Agir avec la nature. Vers des solutions durables
Laurent PIERMONT
Éditions du Seuil
Parution : 22 avril 2010
Prix : 18 euros
ISBN : 978-2-02-097150-8
Publié avec le soutien du CNL
Note de lecture
Si les débats actuels portant sur l’écologie sont aussi houleux, sans doute est-ce parce qu’entre climatologues catastrophistes, personnalités politiques béotiennes et climatosceptiques convaincus, il devient difficile d’entendre une voix modérée qui prenne le temps d’expliquer les enjeux écologiques sans verser dans un parti pris outrancier ou dans la déclaration polémique. Aucun écueil de ce genre dans le nouvel essai de Laurent Piermont intitulé Agir avec la nature. Vers des solutions durables : si l’auteur de cet ouvrage, ingénieur agronome et docteur en écologie, se veut foncièrement optimiste, rappelant sans cesse que la nature sait s’adapter et que des pays comme la France montrent des signes encourageants de prise en compte de la protection de l’environnement, il ne nie pas l’urgence de certains problèmes.
À la tête de divers organismes tentant de mêler harmonieusement réalisme économique et défense de l’environnement (notamment la Société forestière de la Caisse des Dépôts, le Fonds carbone européen et CDC-Biodiversité), Laurent Piermont sait qu’il a plus de chances de convaincre ses lecteurs en usant de pédagogie qu’en se contentant de livrer un énième brûlot alarmiste sur la survie des espèces. Face aux intégristes de la nature, il rappelle, entre autres, que dans les années 1980, les experts avaient annoncé à l’unanimité la disparition des forêts à cause des pluies acides. Il en appelle aussi au relativisme en évoquant des mesures qui, en visant à protéger une espèce menacée, se sont avérées néfastes pour une autre : faut-il privilégier les poissons ou les oiseaux du marais d’Orx dans les Landes, le fadet des laîches ou le damier de la succise (papillons), l’orchidée ou l’azuré du serpolet au Royaume-Uni ?
Pour autant, l’auteur se refuse à tout attentisme : « (…) mon propos n’est pas d’ironiser sur les contradictions ou de laisser entendre que la relativité des points de vue et leur variation démontrent l’inconsistance des objectifs écologiques mais de souligner que la question est compliquée et que la seule volonté de « protéger la nature » ne suffit pas.
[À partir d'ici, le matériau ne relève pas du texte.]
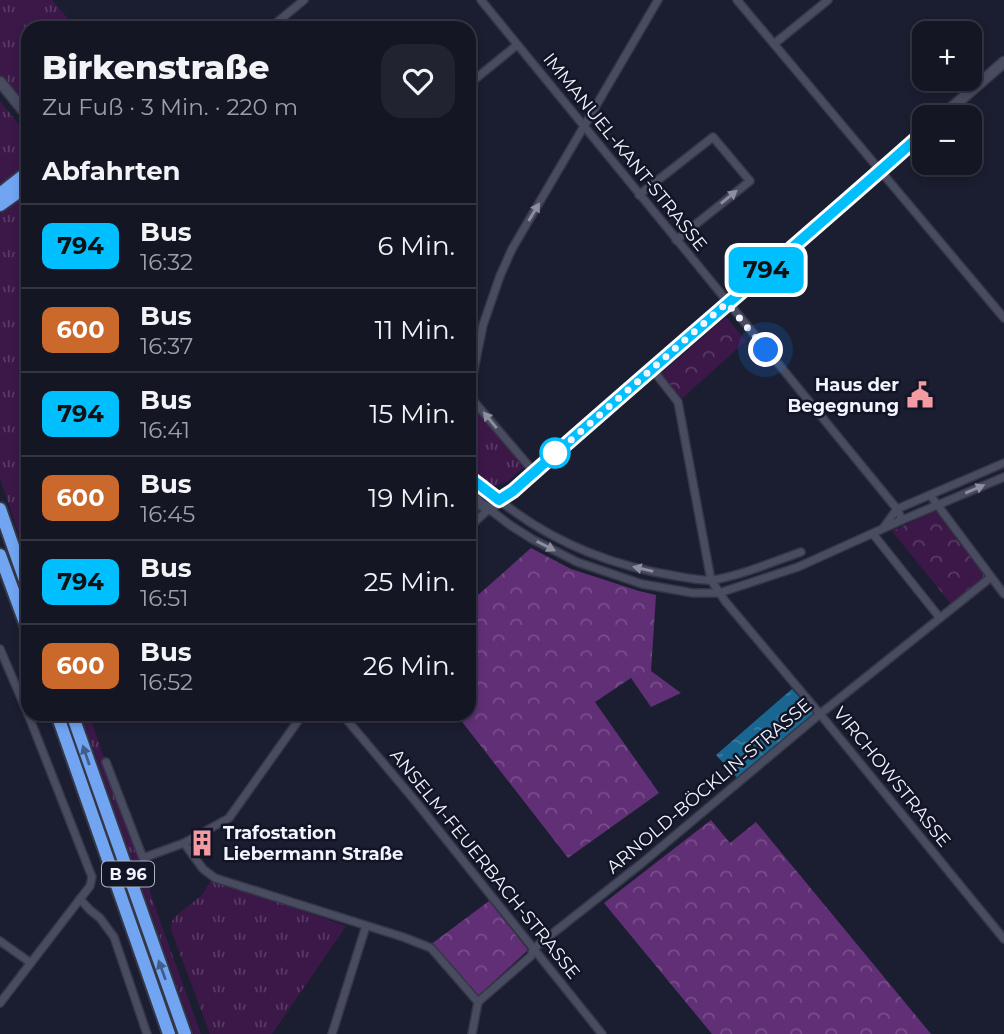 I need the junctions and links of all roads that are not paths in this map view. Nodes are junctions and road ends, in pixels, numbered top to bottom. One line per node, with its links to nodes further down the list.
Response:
1 (304, 0): 6 (street)
2 (481, 0): 8 (street, IMMANUEL-KANT-STRASSE)
3 (658, 0): 14 (street)
4 (737, 0): 7 (street)
5 (828, 0): 7 (street)
6 (278, 21)
7 (774, 44): 16 (street)
8 (517, 45): 10 (street); 14 (street, IMMANUEL-KANT-STRASSE)
9 (1004, 62): 12 (street)
10 (476, 77)
11 (0, 82): 13 (street)
12 (955, 105)
13 (21, 108)
14 (584, 128): 20 (street, IMMANUEL-KANT-STRASSE); 25 (street, one-way to 14)
15 (912, 143): 16 (street)
16 (881, 171): 23 (street); 24 (street)
17 (21, 178): 19 (highway)
18 (21, 190): 21 (highway)
19 (0, 194)
20 (639, 195): 22 (street, IMMANUEL-KANT-STRASSE); 22 (street, one-way to 20)
21 (0, 205)
22 (676, 240): 23 (street, IMMANUEL-KANT-STRASSE)
23 (727, 303): 26 (street); 38 (street, IMMANUEL-KANT-STRASSE)
24 (1004, 318)
25 (476, 359)
26 (652, 369): 29 (street); 47 (street, VIRCHOWSTRASSE)
27 (476, 405): 29 (street, one-way to 27)
28 (1004, 463): 32 (street)
29 (534, 472): 34 (street)
30 (1004, 477): 35 (street, one-way to 30)
31 (476, 482): 34 (street)
32 (930, 495): 35 (street); 38 (street)
33 (476, 499): 37 (street)
34 (499, 500): 37 (street); 47 (street, one-way to 34)
35 (937, 506): 39 (street); 46 (street)
36 (0, 509): 45 (highway)
37 (489, 509): 40 (street); 48 (street, one-way to 48)
38 (897, 509): 39 (street, IMMANUEL-KANT-STRASSE); 41 (street)
39 (902, 520): 41 (street)
40 (476, 521)
41 (881, 531): 42 (street)
42 (873, 534): 48 (street); 51 (street)
43 (800, 552): 47 (street)
44 (0, 555): 50 (highway)
45 (21, 569)
46 (990, 578): 49 (street); 51 (street, ARNOLD-BÖCKLIN-STRASSE)
47 (711, 580): 48 (street, VIRCHOWSTRASSE)
48 (719, 593): 55 (street, VIRCHOWSTRASSE)
49 (1004, 594)
50 (21, 612)
51 (940, 618): 55 (street, ARNOLD-BÖCKLIN-STRASSE)
52 (0, 649): 53 (street)
53 (2, 659): 54 (street)
54 (21, 699)
55 (820, 714): 65 (street, VIRCHOWSTRASSE); 67 (street, ARNOLD-BÖCKLIN-STRASSE)
56 (31, 721): 63 (street)
57 (59, 721): 72 (highway, B 96)
58 (74, 721): 73 (highway, B 96, one-way to 58)
59 (298, 721): 62 (street)
60 (348, 721): 67 (street, ANSELM-FEUERBACH-STRASSE)
61 (106, 762): 62 (street)
62 (184, 843): 64 (street)
63 (80, 899): 68 (street); 71 (street)
64 (366, 926): 69 (street); 74 (street)
65 (1004, 939)
66 (0, 942): 68 (street)
67 (533, 949): 69 (street, ARNOLD-BÖCKLIN-STRASSE); 76 (street, ANSELM-FEUERBACH-STRASSE)
68 (30, 963): 70 (street)
69 (478, 1002): 75 (street)
70 (0, 1003)
71 (147, 1034)
72 (170, 1034)
73 (184, 1034)
74 (332, 1034)
75 (472, 1034)
76 (602, 1034)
Qu’on ne puisse se contenter de quelques idées ou règles simples ne disqualifie pas la question et n’empêche pas de fixer des objectifs ni d’atteindre des résultats ». Face à la nécessité d’agir, Laurent Piermont reprend la distinction effectuée par François Jullien dans son Traité de l’efficacité entre l’approche européenne, basée sur la planification des objectifs, et la stratégie chinoise, tout en anticipation et en laisser-faire.
La défense de l’environnement ne peut faire abstraction d’un certain pragmatisme économique. L’auteur démontre d’ailleurs, études chiffrées à l’appui, que le respect de la nature est économiquement plus viable à long terme que le refus de sa prise en compte. En comparant la part dérisoire des investissements qui lui sont consacrés par les budgets des États et le coût faramineux des catastrophes naturelles (les exemples sont multiples), Laurent Piermont milite en faveur d’une gestion intelligente des ressources naturelles, qui avant d’être des richesses pour l’homme, garantissent son bien être sur terre.